- **About this task**:
Leave out the pictures and copy everything else in the entries exactly.

+ + + + +

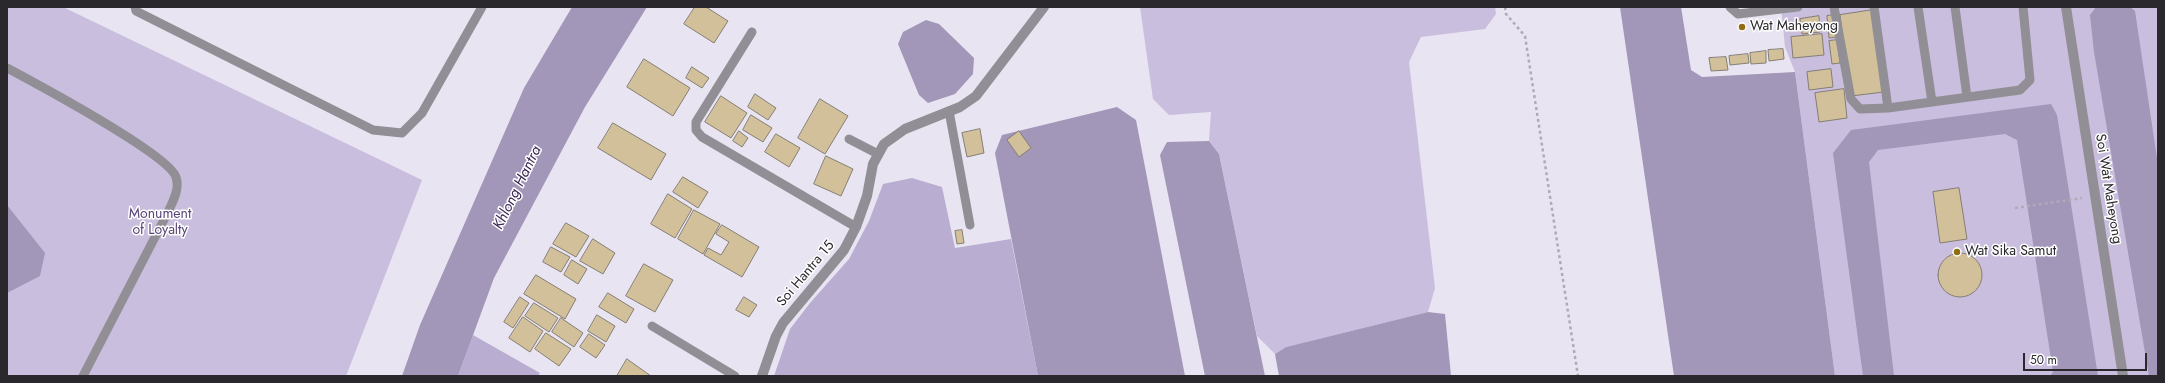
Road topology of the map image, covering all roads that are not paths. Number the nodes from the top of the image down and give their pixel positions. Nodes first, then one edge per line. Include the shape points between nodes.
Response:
1 (135, 7) edge
2 (482, 7) edge
3 (1044, 7) edge
4 (1730, 7) edge
5 (1798, 7) edge
6 (1834, 7) edge
7 (1874, 7) edge
8 (1918, 7) edge
9 (1955, 7) edge
10 (2023, 7) edge
11 (2066, 7) edge
12 (1759, 10) edge
13 (752, 32) dead end
14 (7, 68) edge
15 (1967, 97) junction
16 (1932, 102) junction
17 (1888, 108) junction
18 (949, 112) junction
19 (849, 139) dead end
20 (878, 154) junction
21 (970, 225) dead end
22 (856, 227) junction
23 (652, 326) dead end
24 (83, 376) edge
25 (734, 376) edge
26 (762, 376) edge
27 (2123, 376) edge

1 - 2 lane via 136,11 373,130 402,133 422,113
3 - 18 street, Soi Hantra 15 via 976,96
4 - 12 lane via 1738,14
5 - 12 lane
6 - 17 lane via 1850,99 1860,109
7 - 17 lane
8 - 16 lane
9 - 15 lane
10 - 15 lane via 2030,80 2020,90
11 - 27 street, Soi Wat Maheyong
13 - 22 lane via 696,122 696,130 702,137
14 - 24 lane via 152,153 176,176 177,191 168,212
15 - 16 lane
16 - 17 lane
18 - 20 street, Soi Hantra 15 via 905,128 884,144
18 - 21 lane
19 - 20 lane
20 - 22 street, Soi Hantra 15
22 - 26 street, Soi Hantra 15 via 844,250 783,323
23 - 25 lane

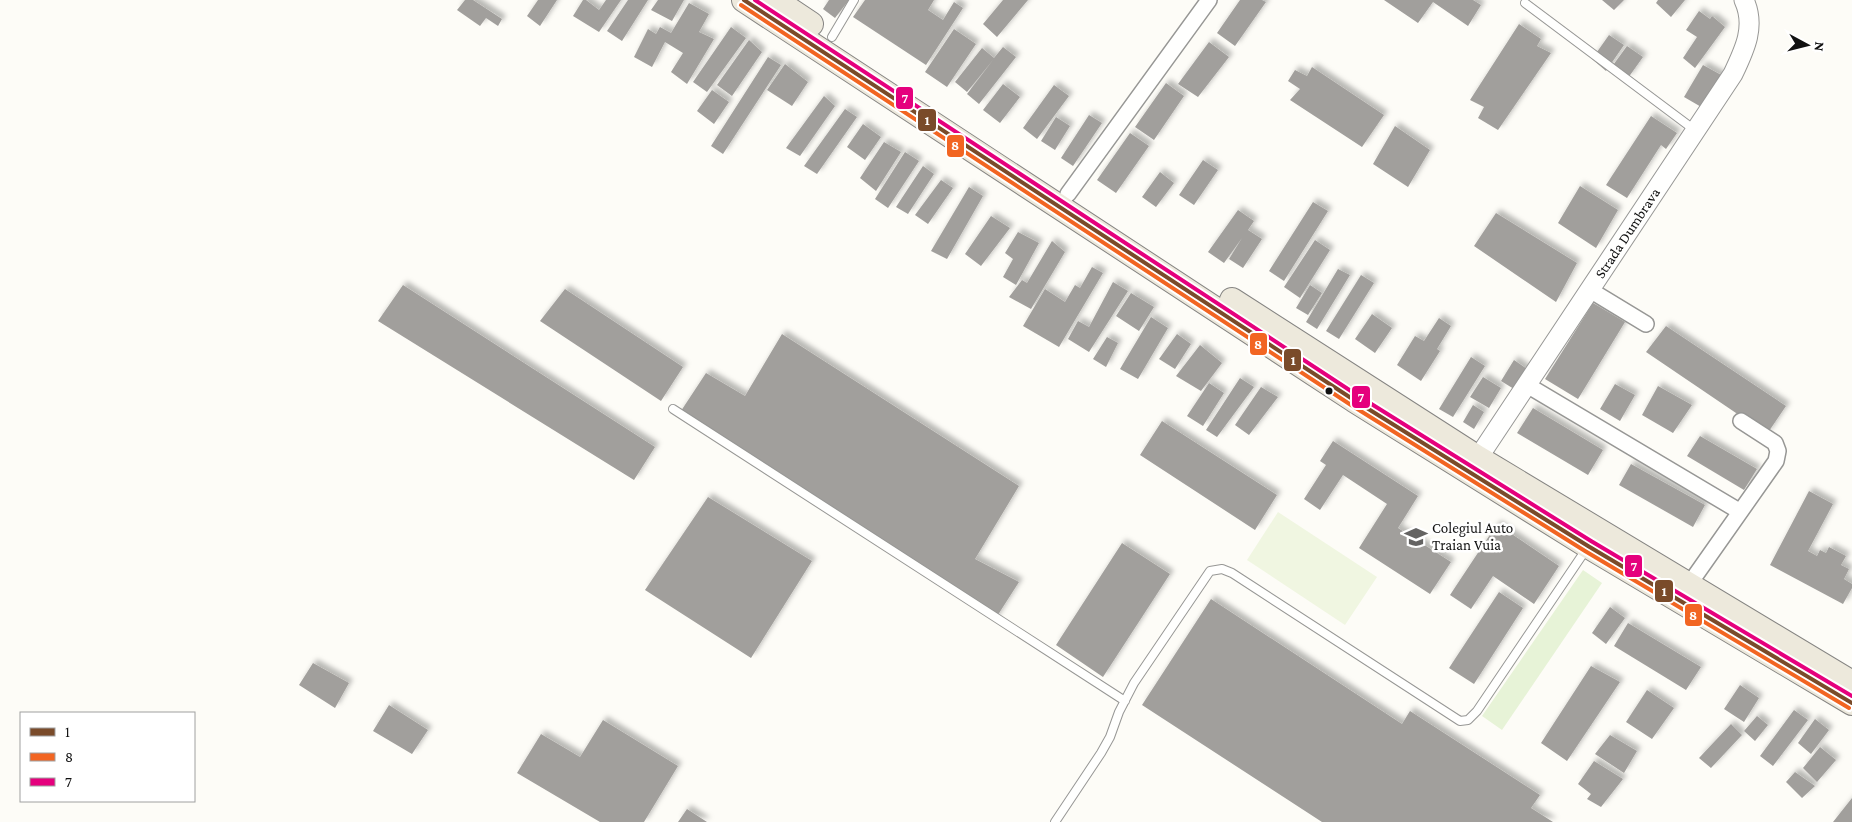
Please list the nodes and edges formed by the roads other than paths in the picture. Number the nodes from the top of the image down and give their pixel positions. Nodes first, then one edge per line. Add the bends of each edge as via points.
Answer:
1 (744, 0) edge
2 (775, 0) edge
3 (854, 0) edge
4 (1209, 0) edge
5 (1747, 2) edge
6 (1525, 3) dead end
7 (832, 37) junction
8 (1696, 131) junction
9 (1068, 194) junction
10 (1590, 290) junction
11 (1646, 324) dead end
12 (1527, 385) junction
13 (673, 409) dead end
14 (1741, 421) dead end
15 (1473, 465) junction
16 (1739, 511) junction
17 (1593, 539) junction
18 (1688, 586) junction
19 (1852, 683) edge
20 (1125, 702) junction
21 (1852, 703) edge
22 (1055, 822) edge

1 - 15 main road via 1354,400
2 - 7 main road
3 - 7 lane
4 - 9 street
5 - 8 street, Strada Dumbrava via 1750,24 1745,48 1733,74
6 - 8 lane
7 - 9 main road
8 - 10 street, Strada Dumbrava
9 - 15 main road
10 - 11 street
10 - 12 street, Strada Dumbrava
12 - 15 street, Strada Dumbrava
12 - 16 street
13 - 20 lane
14 - 16 street via 1775,443 1778,451 1776,461
15 - 17 main road
16 - 18 street
17 - 18 main road
17 - 20 lane via 1468,720 1460,721 1222,569 1210,571 1134,683
17 - 21 main road
18 - 19 main road
20 - 22 lane via 1106,745

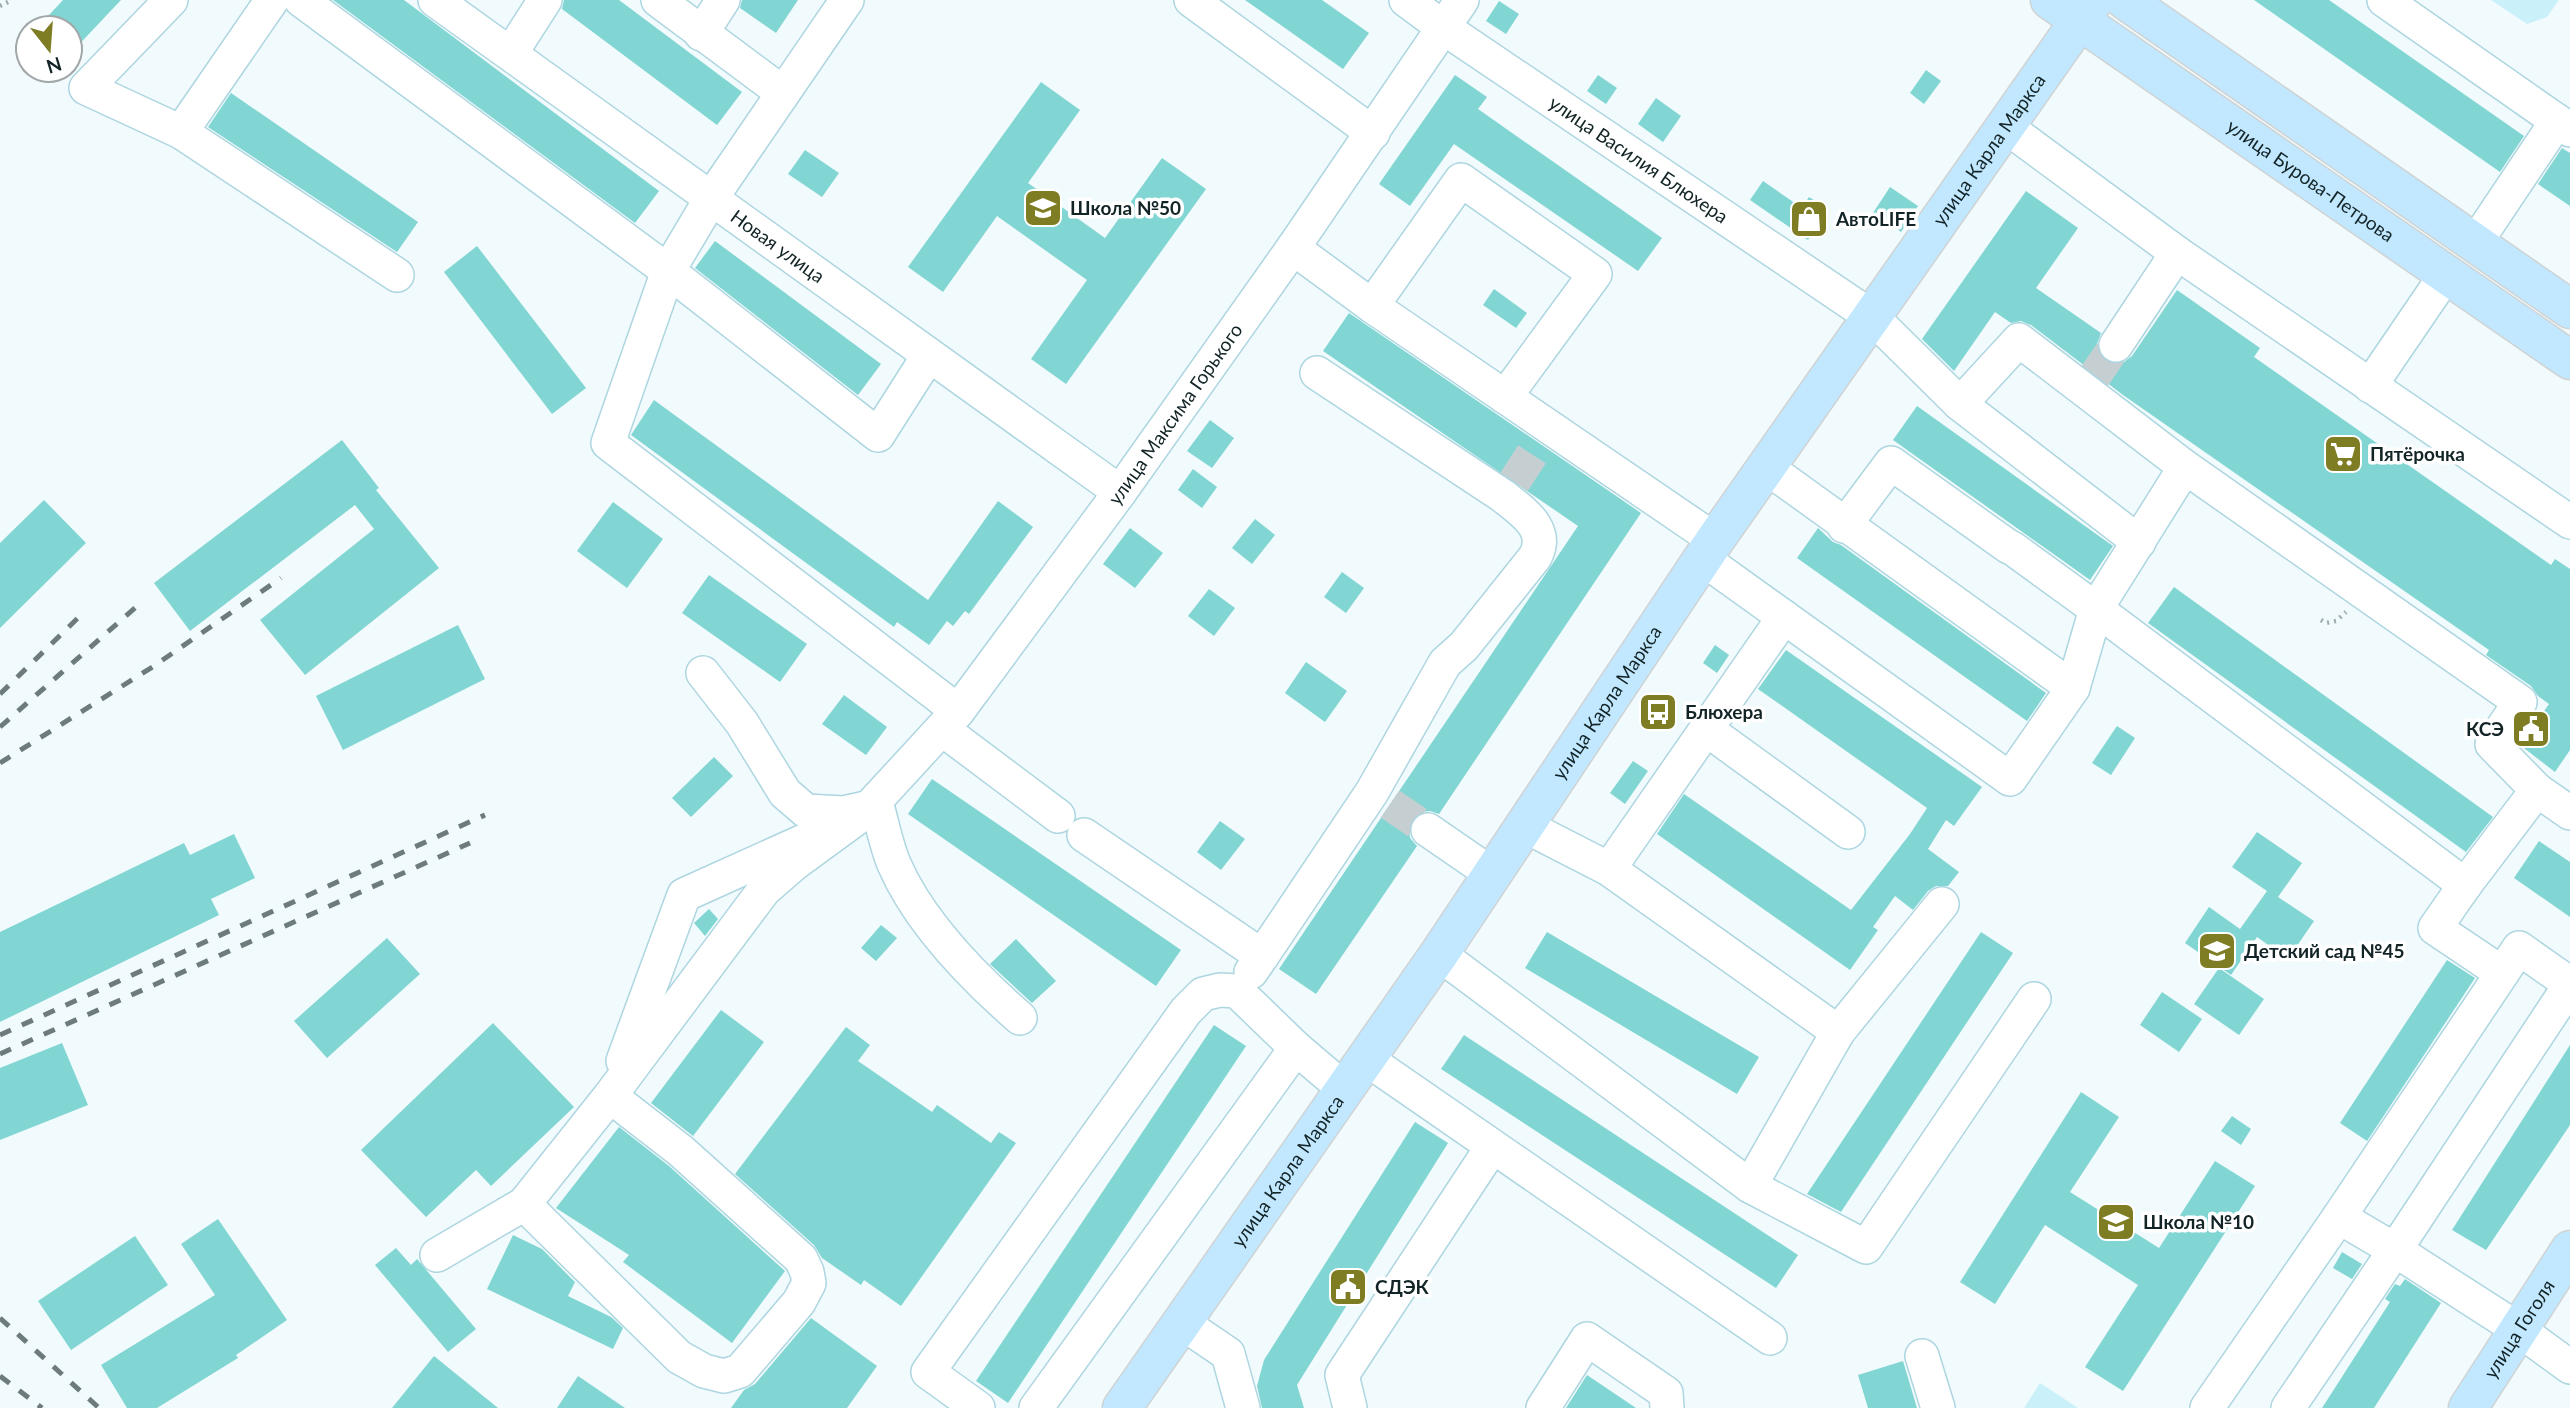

+ + + + +

- **Written answer**:
Road topology of the map image, covering all roads that are not paths. Number the nodes from the top of the image down and give their pixel positions. Nodes first, then one edge per line. Include the shape points between nodes.
Response:
1 (135, 7) edge
2 (482, 7) edge
3 (1044, 7) edge
4 (1730, 7) edge
5 (1798, 7) edge
6 (1834, 7) edge
7 (1874, 7) edge
8 (1918, 7) edge
9 (1955, 7) edge
10 (2023, 7) edge
11 (2066, 7) edge
12 (1759, 10) edge
13 (752, 32) dead end
14 (7, 68) edge
15 (1967, 97) junction
16 (1932, 102) junction
17 (1888, 108) junction
18 (949, 112) junction
19 (849, 139) dead end
20 (878, 154) junction
21 (970, 225) dead end
22 (856, 227) junction
23 (652, 326) dead end
24 (83, 376) edge
25 (734, 376) edge
26 (762, 376) edge
27 (2123, 376) edge

1 - 2 lane via 136,11 373,130 402,133 422,113
3 - 18 street, Soi Hantra 15 via 976,96
4 - 12 lane via 1738,14
5 - 12 lane
6 - 17 lane via 1850,99 1860,109
7 - 17 lane
8 - 16 lane
9 - 15 lane
10 - 15 lane via 2030,80 2020,90
11 - 27 street, Soi Wat Maheyong
13 - 22 lane via 696,122 696,130 702,137
14 - 24 lane via 152,153 176,176 177,191 168,212
15 - 16 lane
16 - 17 lane
18 - 20 street, Soi Hantra 15 via 905,128 884,144
18 - 21 lane
19 - 20 lane
20 - 22 street, Soi Hantra 15
22 - 26 street, Soi Hantra 15 via 844,250 783,323
23 - 25 lane

Please list the nodes and edges formed by the roads other than paths in the picture. Number the nodes from the top of the image down and give their pixel positions. Nodes first, then one edge per line. Add the bends of each edge as via points.
Answer:
1 (744, 0) edge
2 (775, 0) edge
3 (854, 0) edge
4 (1209, 0) edge
5 (1747, 2) edge
6 (1525, 3) dead end
7 (832, 37) junction
8 (1696, 131) junction
9 (1068, 194) junction
10 (1590, 290) junction
11 (1646, 324) dead end
12 (1527, 385) junction
13 (673, 409) dead end
14 (1741, 421) dead end
15 (1473, 465) junction
16 (1739, 511) junction
17 (1593, 539) junction
18 (1688, 586) junction
19 (1852, 683) edge
20 (1125, 702) junction
21 (1852, 703) edge
22 (1055, 822) edge

1 - 15 main road via 1354,400
2 - 7 main road
3 - 7 lane
4 - 9 street
5 - 8 street, Strada Dumbrava via 1750,24 1745,48 1733,74
6 - 8 lane
7 - 9 main road
8 - 10 street, Strada Dumbrava
9 - 15 main road
10 - 11 street
10 - 12 street, Strada Dumbrava
12 - 15 street, Strada Dumbrava
12 - 16 street
13 - 20 lane
14 - 16 street via 1775,443 1778,451 1776,461
15 - 17 main road
16 - 18 street
17 - 18 main road
17 - 20 lane via 1468,720 1460,721 1222,569 1210,571 1134,683
17 - 21 main road
18 - 19 main road
20 - 22 lane via 1106,745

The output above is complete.